One of the usual consequences that befalls a company when it violates conditions of the listing agreement is a delisting of its shares from the stock exchanges. This is perceived to be a disincentive that deters companies from breaching listing conditions. It has recently been put to use in a more mild form by the Bombay Stock Exchange that threaten to suspend 18 companies for non-compliance of the listing agreement unless they show improvement in compliance standards. Such a consequence tends to be a double-edged sword. While it hurts managers and controlling shareholders of these companies, it also curtails liquidity to small and minority shareholders whose primary exit continues to be the stock markets. Although it is not clear whether the companies involved in the BSE notice carry very many public shareholders, the suspension of trading or delisting does not address the conceptual problem of simultaneously affecting public shareholders’ interests.

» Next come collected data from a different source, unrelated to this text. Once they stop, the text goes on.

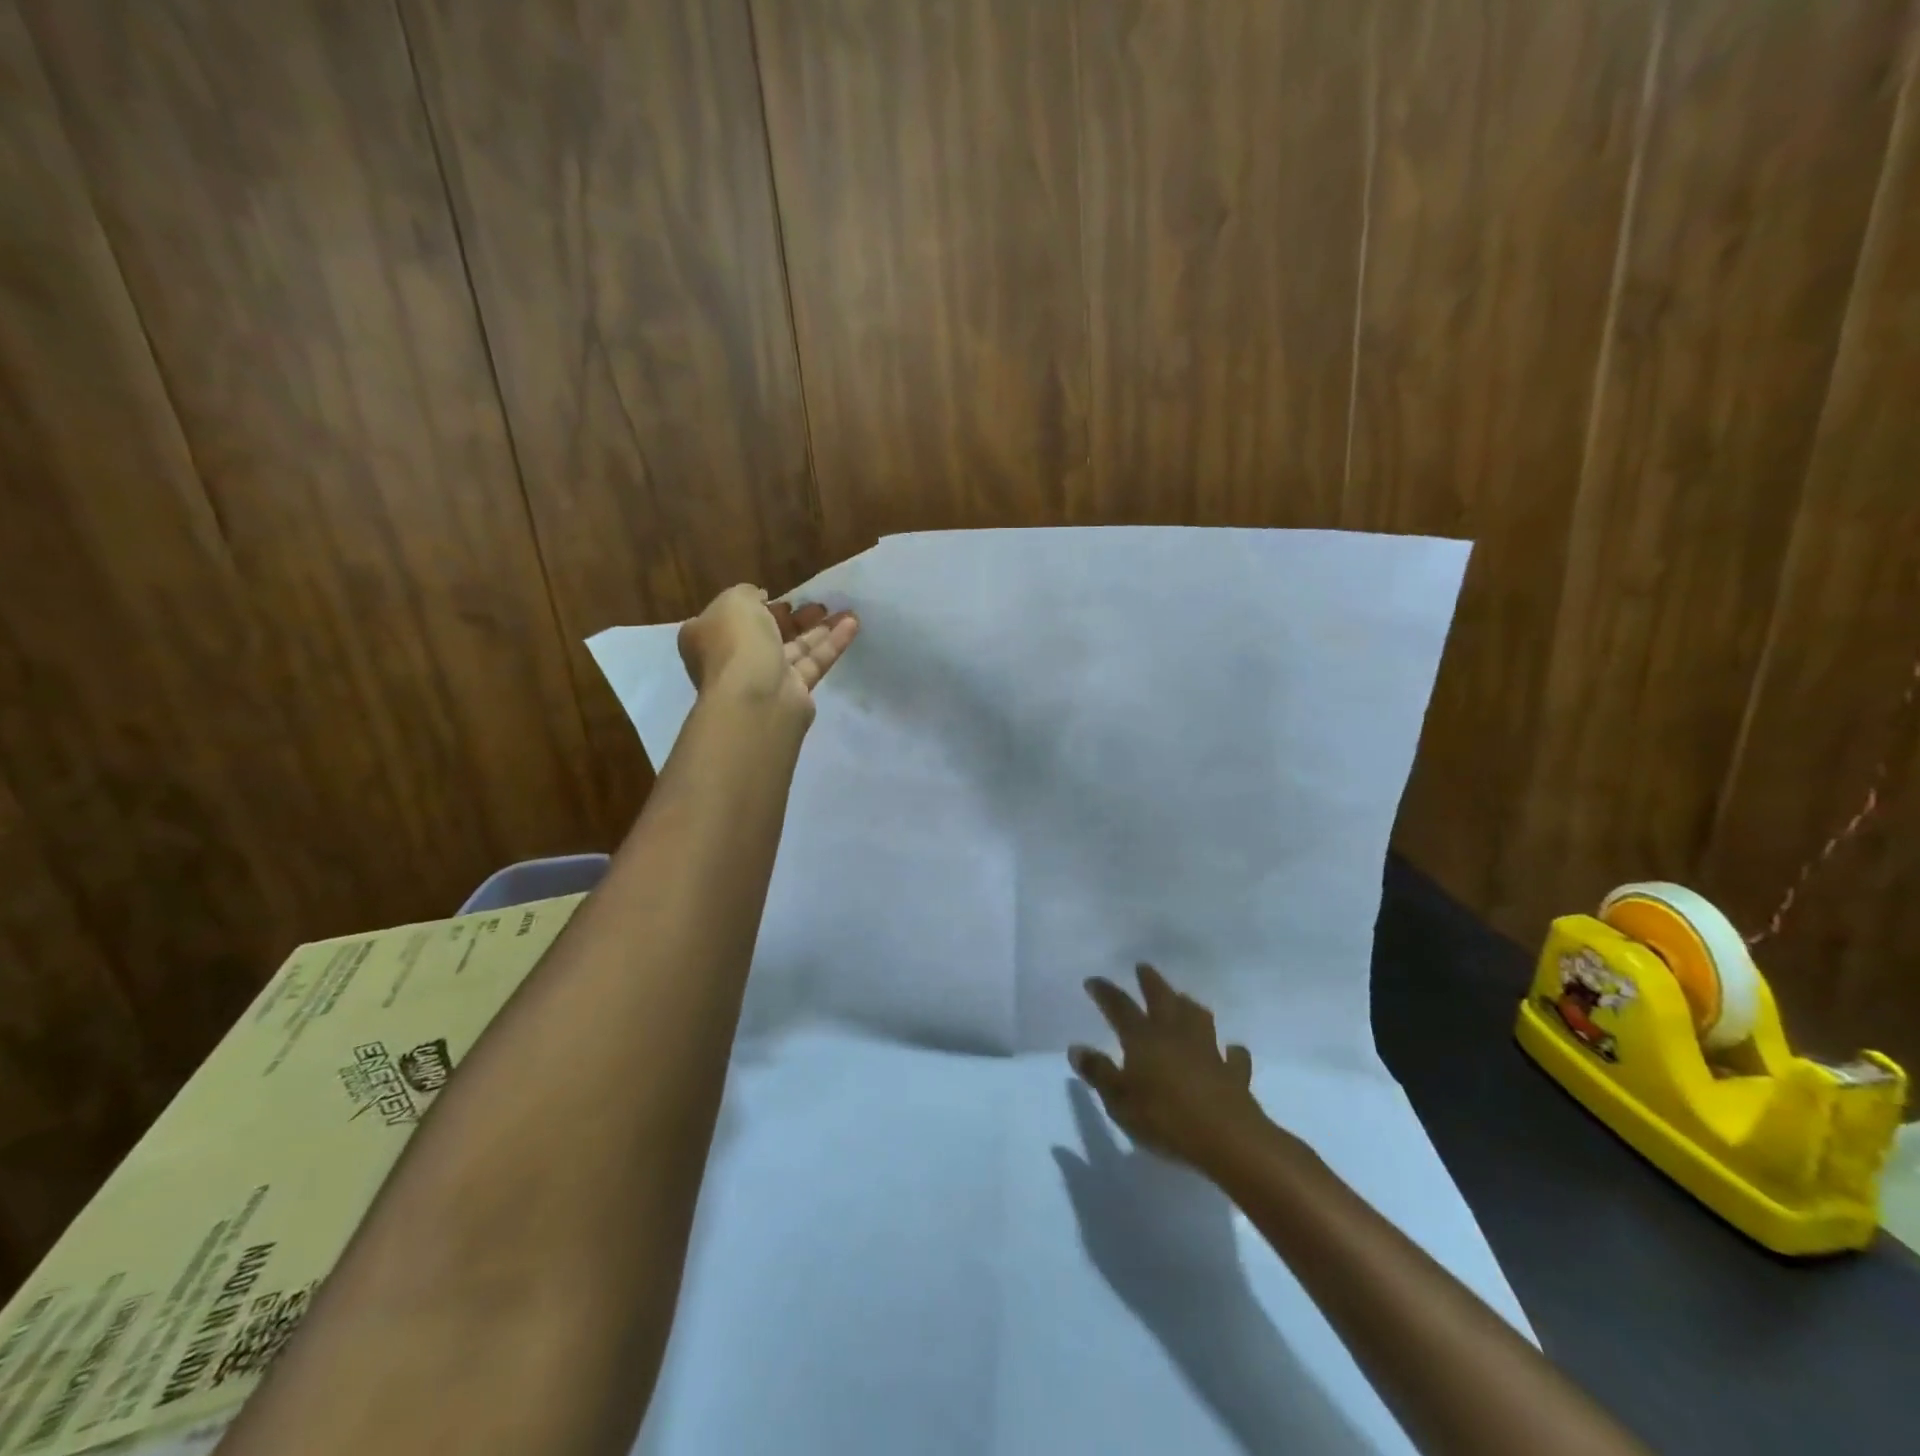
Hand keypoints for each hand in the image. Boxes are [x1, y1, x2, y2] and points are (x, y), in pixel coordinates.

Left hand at [677, 584, 859, 719]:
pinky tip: (853, 624)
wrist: (756, 698)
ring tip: (845, 610)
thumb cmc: (736, 643)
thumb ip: (748, 593)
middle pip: (767, 633)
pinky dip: (833, 643)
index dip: (755, 605)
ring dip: (819, 628)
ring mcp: (764, 678)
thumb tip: (760, 598)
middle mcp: (733, 658)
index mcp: (708, 636)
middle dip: (792, 618)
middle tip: (816, 605)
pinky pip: (814, 662)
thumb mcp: (735, 601)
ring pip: (795, 648)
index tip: (777, 596)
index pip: (732, 617)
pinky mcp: (794, 692)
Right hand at [1069, 964, 1265, 1172]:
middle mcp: (1175, 1035)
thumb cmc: (1164, 1119)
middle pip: (1162, 999)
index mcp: (1143, 1038)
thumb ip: (1099, 1073)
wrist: (1227, 1138)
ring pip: (1198, 1018)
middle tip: (1143, 968)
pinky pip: (1233, 1056)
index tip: (1094, 980)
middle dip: (1150, 982)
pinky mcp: (1233, 1073)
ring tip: (1184, 999)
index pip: (1120, 1007)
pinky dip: (1231, 1051)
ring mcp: (1208, 1051)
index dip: (1105, 993)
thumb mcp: (1119, 1101)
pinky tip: (1231, 1050)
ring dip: (1189, 1006)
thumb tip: (1076, 1048)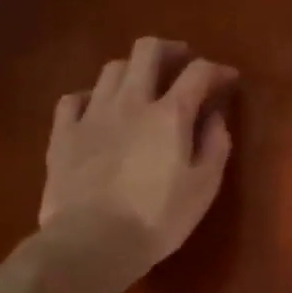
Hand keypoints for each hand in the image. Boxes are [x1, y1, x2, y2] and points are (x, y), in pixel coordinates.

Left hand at [39, 37, 237, 274]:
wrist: (91, 242)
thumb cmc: (158, 218)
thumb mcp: (204, 186)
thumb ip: (215, 145)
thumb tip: (215, 116)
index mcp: (170, 114)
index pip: (198, 73)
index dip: (217, 70)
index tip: (228, 79)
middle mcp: (130, 102)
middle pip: (148, 51)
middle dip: (170, 50)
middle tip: (183, 62)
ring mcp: (91, 114)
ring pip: (112, 69)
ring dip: (133, 70)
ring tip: (143, 86)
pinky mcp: (63, 134)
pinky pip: (74, 98)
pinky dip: (91, 96)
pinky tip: (98, 109)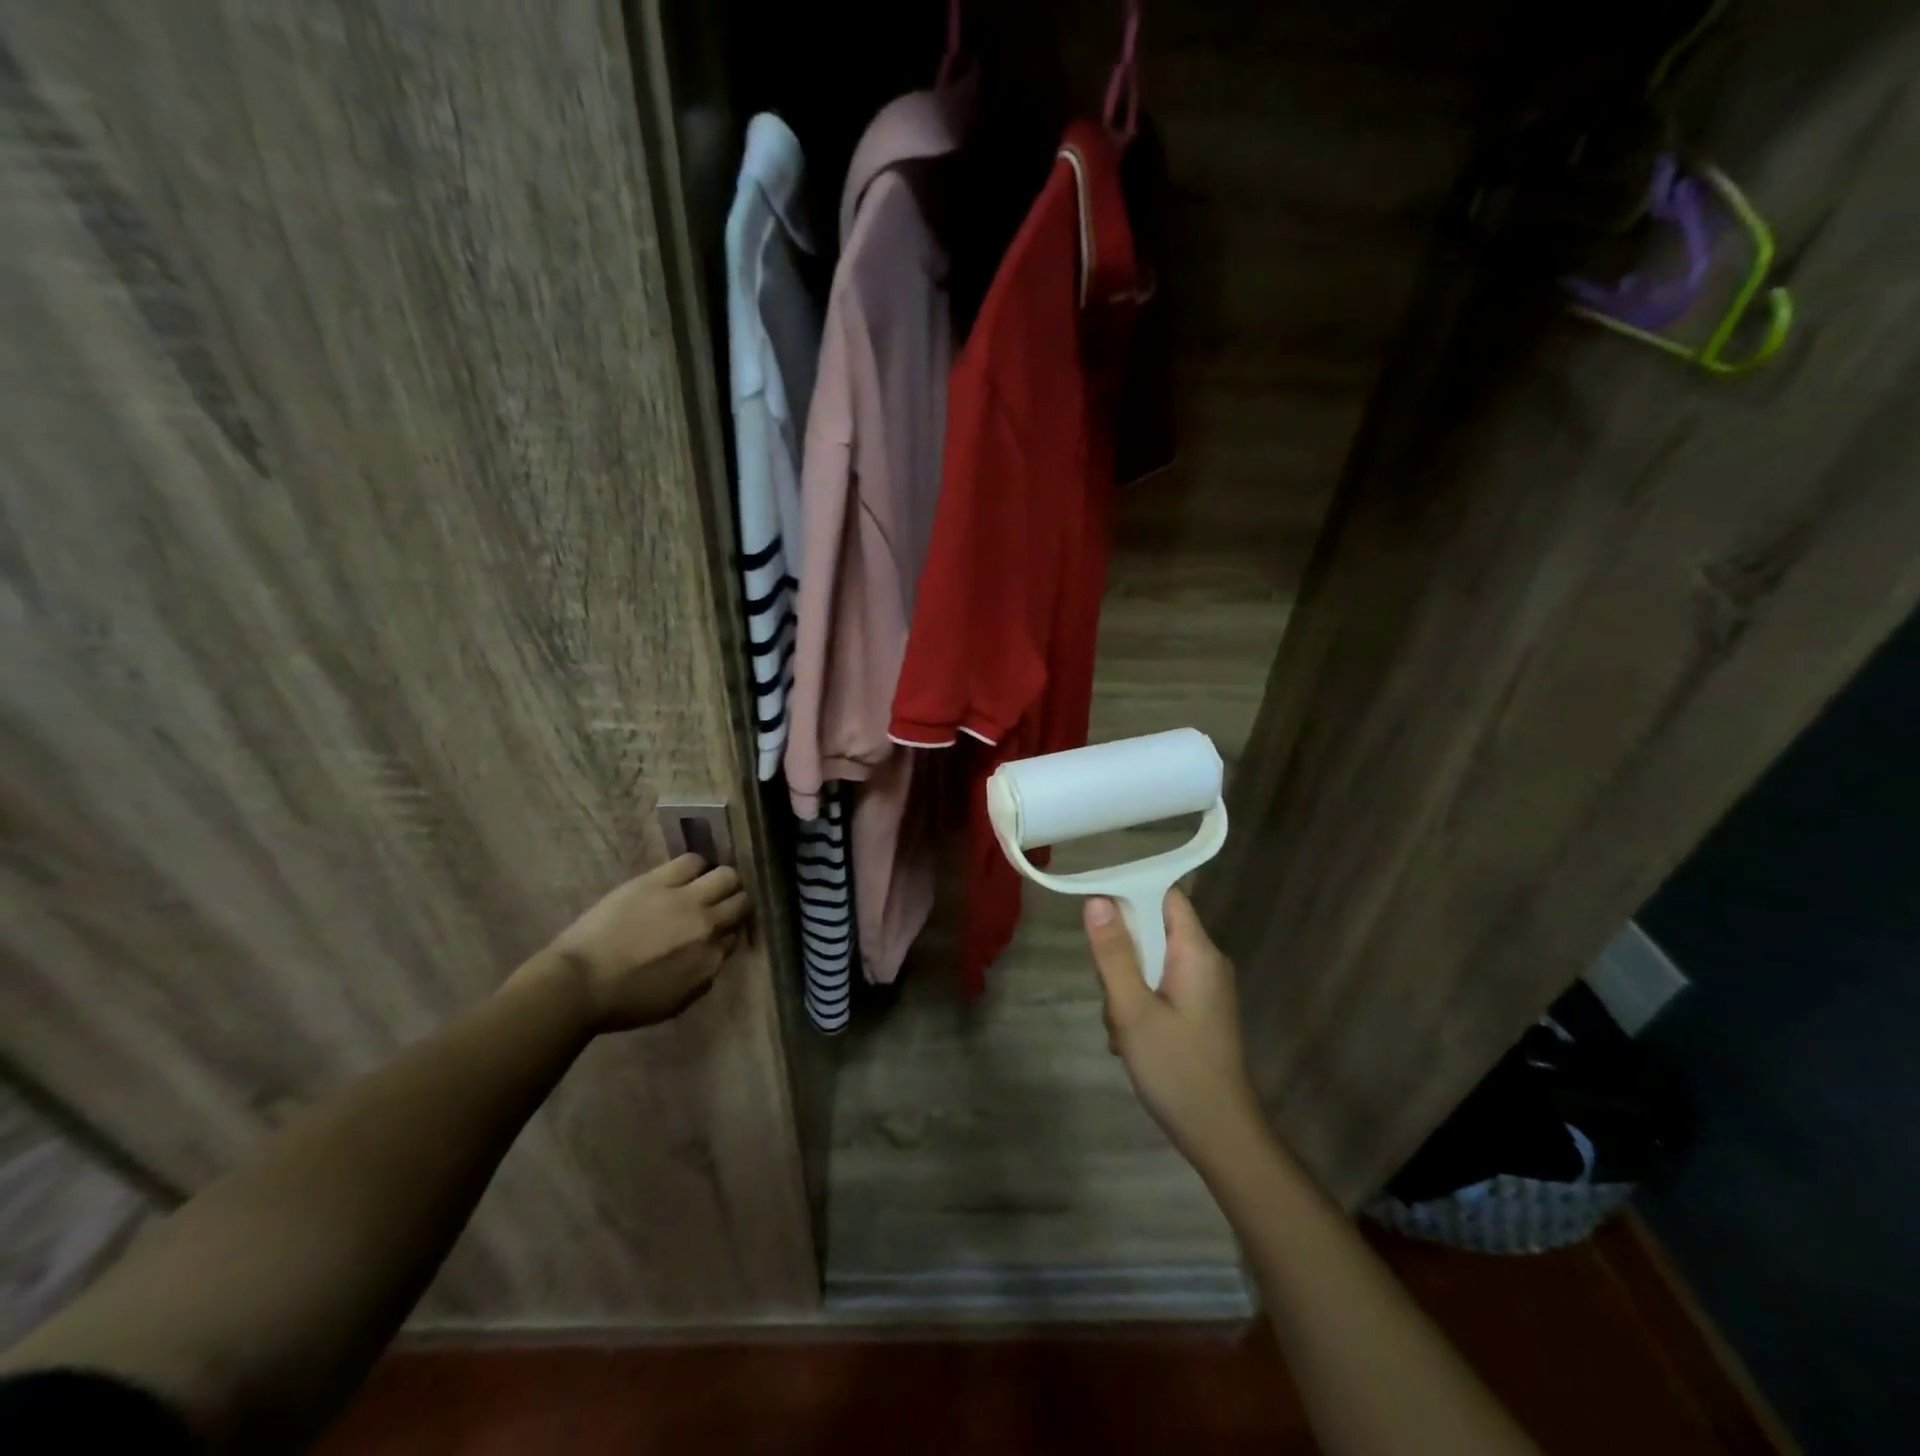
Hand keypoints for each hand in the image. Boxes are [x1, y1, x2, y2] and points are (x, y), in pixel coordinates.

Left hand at [537, 854, 749, 1031]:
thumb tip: (714, 953)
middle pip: (740, 902)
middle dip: (734, 903)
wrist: (579, 984)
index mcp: (711, 960)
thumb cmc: (624, 1002)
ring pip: (726, 876)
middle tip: (720, 905)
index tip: (718, 932)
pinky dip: (696, 866)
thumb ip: (704, 974)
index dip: (727, 932)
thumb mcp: (677, 1000)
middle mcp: (708, 926)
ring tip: (707, 885)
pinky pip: (692, 861)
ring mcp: (686, 900)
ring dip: (721, 882)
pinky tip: (686, 874)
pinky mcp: (660, 881)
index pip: (735, 936)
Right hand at [1085, 890, 1265, 1169]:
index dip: (1131, 893)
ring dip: (1127, 983)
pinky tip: (1129, 1036)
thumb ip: (1113, 953)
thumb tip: (1097, 900)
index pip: (1166, 895)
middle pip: (1155, 928)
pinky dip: (1140, 1000)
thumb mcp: (1132, 1010)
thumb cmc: (1175, 1068)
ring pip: (1153, 959)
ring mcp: (1205, 987)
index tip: (1096, 913)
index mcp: (1196, 952)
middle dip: (1123, 952)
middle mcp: (1206, 961)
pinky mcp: (1200, 1009)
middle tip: (1109, 989)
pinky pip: (1162, 983)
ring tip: (1119, 1024)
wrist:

The more optimal outcome would be the use of Section 23E of the Securities Contracts (Regulation) Act, 1956 that operates as a deterrence against perpetrators of non-compliance without in any way impinging on the rights of the public shareholders (who continue to enjoy the advantages of listing and stock exchange trading). Section 23E reads as follows:
If a company … fails to comply with the listing conditions or delisting conditions or grounds or commits a breach thereof, it or he shall be liable to a penalty not exceeding twenty-five crore rupees.
The imposition of hefty penalties on a few errant companies, if not all, may send strong deterrence signals to the market that may likely improve overall compliance with the listing agreement.